> DATA RECORDS:
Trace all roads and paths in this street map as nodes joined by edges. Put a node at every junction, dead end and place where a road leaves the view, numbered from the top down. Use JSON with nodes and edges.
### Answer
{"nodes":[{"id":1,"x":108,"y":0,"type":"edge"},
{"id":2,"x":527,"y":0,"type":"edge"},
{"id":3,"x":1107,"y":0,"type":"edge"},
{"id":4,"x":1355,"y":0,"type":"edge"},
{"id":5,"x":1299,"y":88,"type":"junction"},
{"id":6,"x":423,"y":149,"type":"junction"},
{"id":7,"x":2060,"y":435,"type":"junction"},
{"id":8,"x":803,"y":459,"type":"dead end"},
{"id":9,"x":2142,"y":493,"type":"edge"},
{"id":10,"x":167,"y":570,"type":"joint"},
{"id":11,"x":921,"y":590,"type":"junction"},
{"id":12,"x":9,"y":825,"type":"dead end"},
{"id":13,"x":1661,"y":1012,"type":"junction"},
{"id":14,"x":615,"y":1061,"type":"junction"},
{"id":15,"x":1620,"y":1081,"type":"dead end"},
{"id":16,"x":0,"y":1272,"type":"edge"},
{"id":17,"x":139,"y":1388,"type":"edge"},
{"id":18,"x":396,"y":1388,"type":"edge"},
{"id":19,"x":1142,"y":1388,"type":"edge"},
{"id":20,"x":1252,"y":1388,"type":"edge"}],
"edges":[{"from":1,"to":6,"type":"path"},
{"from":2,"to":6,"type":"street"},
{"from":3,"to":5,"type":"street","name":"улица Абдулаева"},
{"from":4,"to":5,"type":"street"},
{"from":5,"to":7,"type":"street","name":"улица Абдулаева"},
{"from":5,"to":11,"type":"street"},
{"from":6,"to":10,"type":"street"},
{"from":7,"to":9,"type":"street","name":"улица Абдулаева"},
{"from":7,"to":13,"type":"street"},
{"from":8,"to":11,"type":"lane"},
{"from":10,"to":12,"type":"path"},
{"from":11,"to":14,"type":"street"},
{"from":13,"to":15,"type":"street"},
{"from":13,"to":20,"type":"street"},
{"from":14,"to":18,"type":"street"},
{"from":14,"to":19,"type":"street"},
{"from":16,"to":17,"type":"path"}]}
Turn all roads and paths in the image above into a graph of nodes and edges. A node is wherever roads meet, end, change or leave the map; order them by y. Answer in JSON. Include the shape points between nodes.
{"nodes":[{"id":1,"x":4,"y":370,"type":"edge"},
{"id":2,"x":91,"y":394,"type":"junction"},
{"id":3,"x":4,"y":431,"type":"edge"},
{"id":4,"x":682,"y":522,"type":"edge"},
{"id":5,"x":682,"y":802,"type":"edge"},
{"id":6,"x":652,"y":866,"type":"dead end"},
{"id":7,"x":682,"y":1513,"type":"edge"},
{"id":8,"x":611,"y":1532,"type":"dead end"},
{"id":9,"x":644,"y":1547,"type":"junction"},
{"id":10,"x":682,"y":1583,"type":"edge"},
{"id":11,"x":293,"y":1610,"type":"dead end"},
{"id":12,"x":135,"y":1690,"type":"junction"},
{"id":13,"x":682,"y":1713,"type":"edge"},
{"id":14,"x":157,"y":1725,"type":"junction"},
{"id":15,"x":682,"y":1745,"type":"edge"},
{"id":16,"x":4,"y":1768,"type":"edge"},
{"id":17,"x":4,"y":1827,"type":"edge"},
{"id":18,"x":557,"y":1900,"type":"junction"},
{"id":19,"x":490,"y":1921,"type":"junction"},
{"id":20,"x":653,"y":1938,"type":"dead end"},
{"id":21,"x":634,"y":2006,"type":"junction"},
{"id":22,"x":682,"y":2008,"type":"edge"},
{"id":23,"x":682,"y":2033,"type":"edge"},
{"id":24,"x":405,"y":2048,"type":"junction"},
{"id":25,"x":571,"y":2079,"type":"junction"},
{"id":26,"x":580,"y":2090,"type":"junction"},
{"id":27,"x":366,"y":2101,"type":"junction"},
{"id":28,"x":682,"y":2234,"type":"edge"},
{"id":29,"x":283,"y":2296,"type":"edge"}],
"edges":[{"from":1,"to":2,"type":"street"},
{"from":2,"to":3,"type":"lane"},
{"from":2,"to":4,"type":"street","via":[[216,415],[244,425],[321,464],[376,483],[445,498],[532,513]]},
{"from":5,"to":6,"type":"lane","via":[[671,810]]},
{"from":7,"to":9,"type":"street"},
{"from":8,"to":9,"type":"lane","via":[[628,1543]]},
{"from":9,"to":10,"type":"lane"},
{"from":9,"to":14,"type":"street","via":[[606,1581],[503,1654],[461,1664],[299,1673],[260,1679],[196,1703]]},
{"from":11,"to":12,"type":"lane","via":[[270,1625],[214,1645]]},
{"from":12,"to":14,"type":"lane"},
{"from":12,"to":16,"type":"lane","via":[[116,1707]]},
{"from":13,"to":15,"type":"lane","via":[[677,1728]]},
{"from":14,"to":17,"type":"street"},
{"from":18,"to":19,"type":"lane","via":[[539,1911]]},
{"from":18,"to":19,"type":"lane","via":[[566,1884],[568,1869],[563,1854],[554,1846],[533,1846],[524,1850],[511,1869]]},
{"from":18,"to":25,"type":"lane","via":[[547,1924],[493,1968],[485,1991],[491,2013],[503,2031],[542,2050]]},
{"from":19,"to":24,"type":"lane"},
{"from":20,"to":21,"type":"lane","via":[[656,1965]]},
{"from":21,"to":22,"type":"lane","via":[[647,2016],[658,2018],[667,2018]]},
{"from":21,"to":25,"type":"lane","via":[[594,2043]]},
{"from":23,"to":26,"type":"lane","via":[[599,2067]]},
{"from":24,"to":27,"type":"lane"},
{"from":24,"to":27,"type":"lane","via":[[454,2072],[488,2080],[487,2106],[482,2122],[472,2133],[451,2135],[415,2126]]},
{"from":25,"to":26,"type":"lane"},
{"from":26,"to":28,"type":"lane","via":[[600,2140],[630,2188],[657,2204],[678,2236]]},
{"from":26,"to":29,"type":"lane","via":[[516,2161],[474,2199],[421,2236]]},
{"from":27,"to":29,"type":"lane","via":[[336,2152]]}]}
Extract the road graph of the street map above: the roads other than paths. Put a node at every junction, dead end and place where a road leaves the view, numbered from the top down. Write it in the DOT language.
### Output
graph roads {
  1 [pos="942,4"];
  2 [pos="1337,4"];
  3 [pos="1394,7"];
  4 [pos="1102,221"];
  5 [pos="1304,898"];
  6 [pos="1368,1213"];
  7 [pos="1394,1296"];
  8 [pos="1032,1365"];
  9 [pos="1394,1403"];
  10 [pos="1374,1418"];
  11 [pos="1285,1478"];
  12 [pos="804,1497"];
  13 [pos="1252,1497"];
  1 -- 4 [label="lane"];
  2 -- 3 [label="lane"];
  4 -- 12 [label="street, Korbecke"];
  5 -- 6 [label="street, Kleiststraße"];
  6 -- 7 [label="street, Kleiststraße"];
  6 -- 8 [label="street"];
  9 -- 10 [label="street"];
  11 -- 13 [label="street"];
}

> TASK TO CARRY OUT: Check the entries above for the word "JSON" and copy every line where it turns up.

> REPLY TO THE TASK:
Trace all roads and paths in this street map as nodes joined by edges. Put a node at every junction, dead end and place where a road leaves the view, numbered from the top down. Use JSON with nodes and edges.
Turn all roads and paths in the image above into a graph of nodes and edges. A node is wherever roads meet, end, change or leave the map; order them by y. Answer in JSON. Include the shape points between nodes.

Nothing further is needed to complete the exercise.